What is required =>
All of the data, from the first line to the last, should be reproduced without alteration.

Top of Material to process

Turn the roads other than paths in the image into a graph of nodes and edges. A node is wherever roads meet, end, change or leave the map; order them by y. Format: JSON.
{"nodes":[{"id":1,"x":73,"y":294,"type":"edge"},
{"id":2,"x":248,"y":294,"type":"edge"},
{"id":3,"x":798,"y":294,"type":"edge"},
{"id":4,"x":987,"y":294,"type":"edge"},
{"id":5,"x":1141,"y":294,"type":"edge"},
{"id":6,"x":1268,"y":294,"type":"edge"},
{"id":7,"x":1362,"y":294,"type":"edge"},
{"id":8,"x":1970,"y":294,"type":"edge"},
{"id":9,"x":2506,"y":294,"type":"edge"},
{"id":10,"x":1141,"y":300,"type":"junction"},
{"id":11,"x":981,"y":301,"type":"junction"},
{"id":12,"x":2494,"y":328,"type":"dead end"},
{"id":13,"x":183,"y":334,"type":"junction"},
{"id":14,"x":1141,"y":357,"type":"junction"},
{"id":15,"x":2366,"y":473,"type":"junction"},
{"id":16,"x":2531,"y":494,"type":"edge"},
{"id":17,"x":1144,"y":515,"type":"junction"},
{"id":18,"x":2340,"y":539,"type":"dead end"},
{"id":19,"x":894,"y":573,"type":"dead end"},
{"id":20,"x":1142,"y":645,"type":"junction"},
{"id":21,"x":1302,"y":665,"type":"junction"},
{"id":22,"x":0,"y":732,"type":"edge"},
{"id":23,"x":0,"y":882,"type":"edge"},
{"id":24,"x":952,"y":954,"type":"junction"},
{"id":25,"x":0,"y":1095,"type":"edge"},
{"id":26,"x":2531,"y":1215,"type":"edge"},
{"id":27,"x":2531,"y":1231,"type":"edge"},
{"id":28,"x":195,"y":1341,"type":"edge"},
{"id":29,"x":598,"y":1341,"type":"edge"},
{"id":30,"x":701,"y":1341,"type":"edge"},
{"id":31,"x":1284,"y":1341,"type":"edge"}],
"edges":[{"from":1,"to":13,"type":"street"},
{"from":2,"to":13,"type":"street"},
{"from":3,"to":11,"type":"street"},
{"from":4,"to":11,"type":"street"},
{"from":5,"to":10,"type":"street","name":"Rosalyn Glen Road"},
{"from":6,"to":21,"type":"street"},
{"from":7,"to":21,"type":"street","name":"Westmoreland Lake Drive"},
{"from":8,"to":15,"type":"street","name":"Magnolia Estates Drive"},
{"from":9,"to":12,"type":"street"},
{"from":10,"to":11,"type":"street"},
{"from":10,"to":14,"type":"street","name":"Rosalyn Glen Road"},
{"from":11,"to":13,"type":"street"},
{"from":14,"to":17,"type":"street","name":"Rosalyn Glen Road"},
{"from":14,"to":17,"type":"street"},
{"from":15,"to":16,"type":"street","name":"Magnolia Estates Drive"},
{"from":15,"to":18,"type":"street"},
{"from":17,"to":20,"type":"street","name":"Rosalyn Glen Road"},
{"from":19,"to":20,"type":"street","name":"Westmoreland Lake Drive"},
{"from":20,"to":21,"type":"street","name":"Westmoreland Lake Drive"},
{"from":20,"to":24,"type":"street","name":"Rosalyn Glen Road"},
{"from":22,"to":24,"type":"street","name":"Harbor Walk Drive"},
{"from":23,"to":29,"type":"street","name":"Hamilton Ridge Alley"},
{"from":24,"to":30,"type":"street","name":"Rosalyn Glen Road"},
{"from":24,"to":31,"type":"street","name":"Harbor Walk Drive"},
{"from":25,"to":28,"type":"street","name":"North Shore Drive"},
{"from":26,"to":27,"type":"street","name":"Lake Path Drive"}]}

Bottom of Material to process

Solution to this exercise =>
Turn the roads other than paths in the image into a graph of nodes and edges. A node is wherever roads meet, end, change or leave the map; order them by y. Format: JSON.
{"nodes":[{"id":1,"x":73,"y":294,"type":"edge"},
{"id":2,"x":248,"y":294,"type":"edge"},
{"id":3,"x":798,"y":294,"type":"edge"},
{"id":4,"x":987,"y":294,"type":"edge"},
{"id":5,"x":1141,"y":294,"type":"edge"},
{"id":6,"x":1268,"y":294,"type":"edge"},
{"id":7,"x":1362,"y":294,"type":"edge"},
{"id":8,"x":1970,"y":294,"type":"edge"},
{"id":9,"x":2506,"y":294,"type":"edge"},
{"id":10,"x":1141,"y":300,"type":"junction"},
{"id":11,"x":981,"y":301,"type":"junction"},
{"id":12,"x":2494,"y":328,"type":"dead end"},
{"id":13,"x":183,"y":334,"type":"junction"},
{"id":14,"x":1141,"y":357,"type":"junction"},
{"id":15,"x":2366,"y":473,"type":"junction"},
{"id":16,"x":2531,"y":494,"type":"edge"},
{"id":17,"x":1144,"y":515,"type":"junction"},
{"id":18,"x":2340,"y":539,"type":"dead end"},
{"id":19,"x":894,"y":573,"type":"dead end"},
{"id":20,"x":1142,"y":645,"type":"junction"},
{"id":21,"x":1302,"y":665,"type":"junction"},
{"id":22,"x":0,"y":732,"type":"edge"},
{"id":23,"x":0,"y":882,"type":"edge"},
{"id":24,"x":952,"y":954,"type":"junction"},
{"id":25,"x":0,"y":1095,"type":"edge"},
{"id":26,"x":2531,"y":1215,"type":"edge"},
{"id":27,"x":2531,"y":1231,"type":"edge"},
{"id":28,"x":195,"y":1341,"type":"edge"},
{"id":29,"x":598,"y":1341,"type":"edge"},
{"id":30,"x":701,"y":1341,"type":"edge"},
{"id":31,"x":1284,"y":1341,"type":"edge"}],
"edges":[{"from":1,"to":13,"type":"street"},
{"from":2,"to":13,"type":"street"},
{"from":3,"to":11,"type":"street"},
{"from":4,"to":11,"type":"street"},
{"from":5,"to":10,"type":"street","name":"Rosalyn Glen Road"},
{"from":6,"to":21,"type":"street"},
{"from":7,"to":21,"type":"street","name":"Westmoreland Lake Drive"},
{"from":8,"to":15,"type":"street","name":"Magnolia Estates Drive"},
{"from":9,"to":12,"type":"street"},
{"from":10,"to":11,"type":"street"},
{"from":10,"to":14,"type":"street","name":"Rosalyn Glen Road"},
{"from":11,"to":13,"type":"street"},
{"from":14,"to":17,"type":"street","name":"Rosalyn Glen Road"},
{"from":14,"to":17,"type":"street"},
{"from":15,"to":16,"type":"street","name":"Magnolia Estates Drive"},
{"from":15,"to":18,"type":"street"},
{"from":17,"to":20,"type":"street","name":"Rosalyn Glen Road"},
{"from":19,"to":20,"type":"street","name":"Westmoreland Lake Drive"},
{"from":20,"to":21,"type":"street","name":"Westmoreland Lake Drive"},
{"from":20,"to":24,"type":"street","name":"Rosalyn Glen Road"},
{"from":22,"to":24,"type":"street","name":"Harbor Walk Drive"},
{"from":23,"to":29,"type":"street","name":"Hamilton Ridge Alley"},
{"from":24,"to":30,"type":"street","name":"Rosalyn Glen Road"},
{"from":24,"to":31,"type":"street","name":"Harbor Walk Drive"},
{"from":25,"to":28,"type":"street","name":"North Shore Drive"},
{"from":26,"to":27,"type":"street","name":"Lake Path Drive"}]}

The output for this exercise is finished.